CHENNAI, JUNE 8. The French Ambassador, Mr. Bernard de Montferrand, today sought a dialogue with India on issues facing the World Trade Organisation (WTO) and also India's support to French and European stance on cinema-related trade issues.

Addressing the 165th annual general meeting of the Madras Chamber of Commerce and Industry (MCCI), Mr. Montferrand said 50 years of French experience as a member of the European Common Market, where trade barriers between member-nations had been removed, and its experience of opening up its economy to modernisation and globalisation, testified to the relevance of the objectives of the WTO.

He pointed out that the 15-member European Union was at present ahead of the U.S., Japan and East Asia in terms of economic growth. The EU's projected growth rate at 2.8 per cent was only slightly lower than last year's at 3.2 per cent, compared to less than one per cent in the case of the U.S. The Euro zone (comprising 12 out of 15 EU member-States) was also doing well in terms of exports and employment.

The Ambassador said it should be remembered that the WTO was not an ``abstraction'' but an entity set up by members who subscribed to it voluntarily. The rule-based WTO provided the best protection against ``bilateralism'' and without it the world trade scene would become a ``jungle''. Many issues in such a multilateral forum were naturally ``sensitive'' and this showed that ``there is so much to talk to each other''.

He said France stood for ``organised globalisation'' and it had fulfilled its commitments given in the Uruguay Round by substantially reducing its agricultural subsidies, and dismantling textile quotas to the extent of more than 50 per cent. Under the Schengen visa system, of which France was a member, businessmen from other countries had access to entry to different members of the EU for long periods.

France, Mr. Montferrand said, wanted to defend the concept of ``cultural exceptions'' (to international trading rules) as applied to cinema. It was important to ``protect cultural diversity'' and hence cinema should remain exempt from the MFN (most-favoured-nation) principle of the WTO.

Citing the successful involvement of a French firm in managing urban waste in Chennai, the Ambassador said this showed how even difficult issues could be sorted out through ``constructive dialogue'' and cooperation.

The Union Home Minister, Mr. L. K. Advani, called for a ``calibrated'' approach to the WTO and said issues like social justice and environment could not be disregarded for the sake of free trade. ``We believe that India should chart out its own independent path, receiving positive inputs from anywhere and everywhere, but principally guided by our own national genius and a sound consideration of our own needs and resources''.

Mr. Advani said the reform agenda pursued by the Government was meant to strengthen the country's economy and was thus fully representative of the ``swadeshi'' approach. Swadeshi did not mean a closed economy but rejection of ``uncritical emulation of foreign models, be it the Soviet Union of the past or the U.S. of the present''. What was wrong about the previous policy regime was not so much its economic content, given the needs of those decades, as its hostility to private enterprise.

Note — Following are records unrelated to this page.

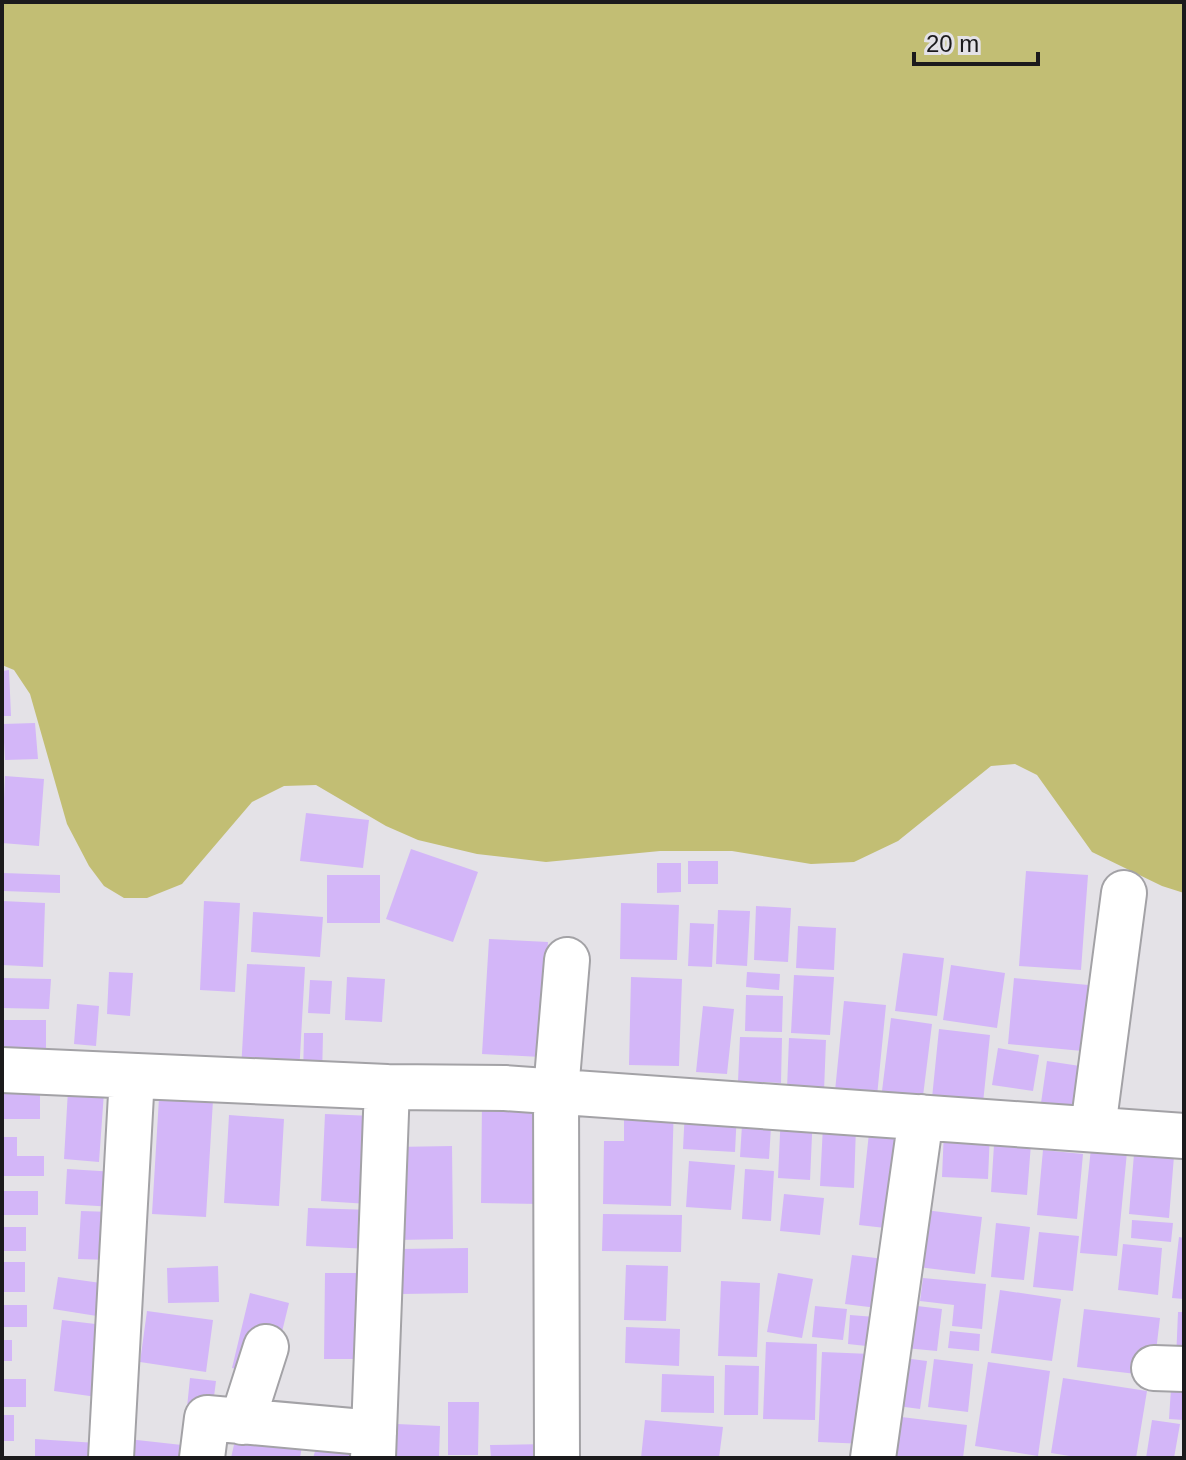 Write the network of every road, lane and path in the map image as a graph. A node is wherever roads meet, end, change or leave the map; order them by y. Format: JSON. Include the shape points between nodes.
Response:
{"nodes":[{"id":1,"x":1124,"y":893,"type":"dead end"},
{"id":2,"x":567,"y":960,"type":"dead end"},
{"id":3,"x":2,"y":1070,"type":"edge"},
{"id":4,"x":132,"y":1076,"type":"junction"},
{"id":5,"x":387,"y":1087,"type":"junction"},
{"id":6,"x":556,"y":1091,"type":"junction"},
{"id":7,"x":921,"y":1117,"type":"junction"},
{"id":8,"x":1093,"y":1128,"type":"junction"},
{"id":9,"x":1184,"y":1136,"type":"edge"},
{"id":10,"x":266,"y":1347,"type":"dead end"},
{"id":11,"x":242,"y":1422,"type":"junction"},
{"id":12,"x":374,"y":1446,"type":"edge"},
{"id":13,"x":111,"y":1458,"type":"edge"},
{"id":14,"x":202,"y":1458,"type":"edge"},
{"id":15,"x":557,"y":1458,"type":"edge"},
{"id":16,"x":873,"y":1458,"type":"edge"}],
"edges":[{"from":1,"to":8,"type":"street"},
{"from":2,"to":6,"type":"street"},
{"from":3,"to":4,"type":"street"},
{"from":4,"to":5,"type":"street"},
{"from":4,"to":13,"type":"street"},
{"from":5,"to":6,"type":"street"},
{"from":5,"to":12,"type":"street"},
{"from":6,"to":7,"type":"street"},
{"from":6,"to":15,"type":"street"},
{"from":7,"to":8,"type":"street"},
{"from":7,"to":16,"type":"street"},
{"from":8,"to":9,"type":"street"},
{"from":10,"to":11,"type":"street"},
{"from":11,"to":12,"type":"street"},
{"from":11,"to":14,"type":"street","via":[[207,1418]]}]}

The Home Minister said there was a need for a ``proper work culture and proper laws'' and added that any change in labour laws would be made only after due consultations with all interests concerned.

Mr. Raghu Mody, President of the Associated Chambers of Commerce and Industry, said Assocham would organise ``Aaina'' (The Eye), an exhibition on the ``business of beauty'' and fast-moving consumer goods in Delhi in November and hoped that leading French companies would participate in it. He said while industry was prepared to face global competition, the Government should ``allow us to become competitive and demand productivity, discipline and work culture from labour''.

The outgoing President of the MCCI, Mr. L. Sabaretnam, said Tamil Nadu had emerged as one of the most progressive States with an average annual growth rate of 6.8 per cent and 35 per cent share of manufactured goods traded across the country.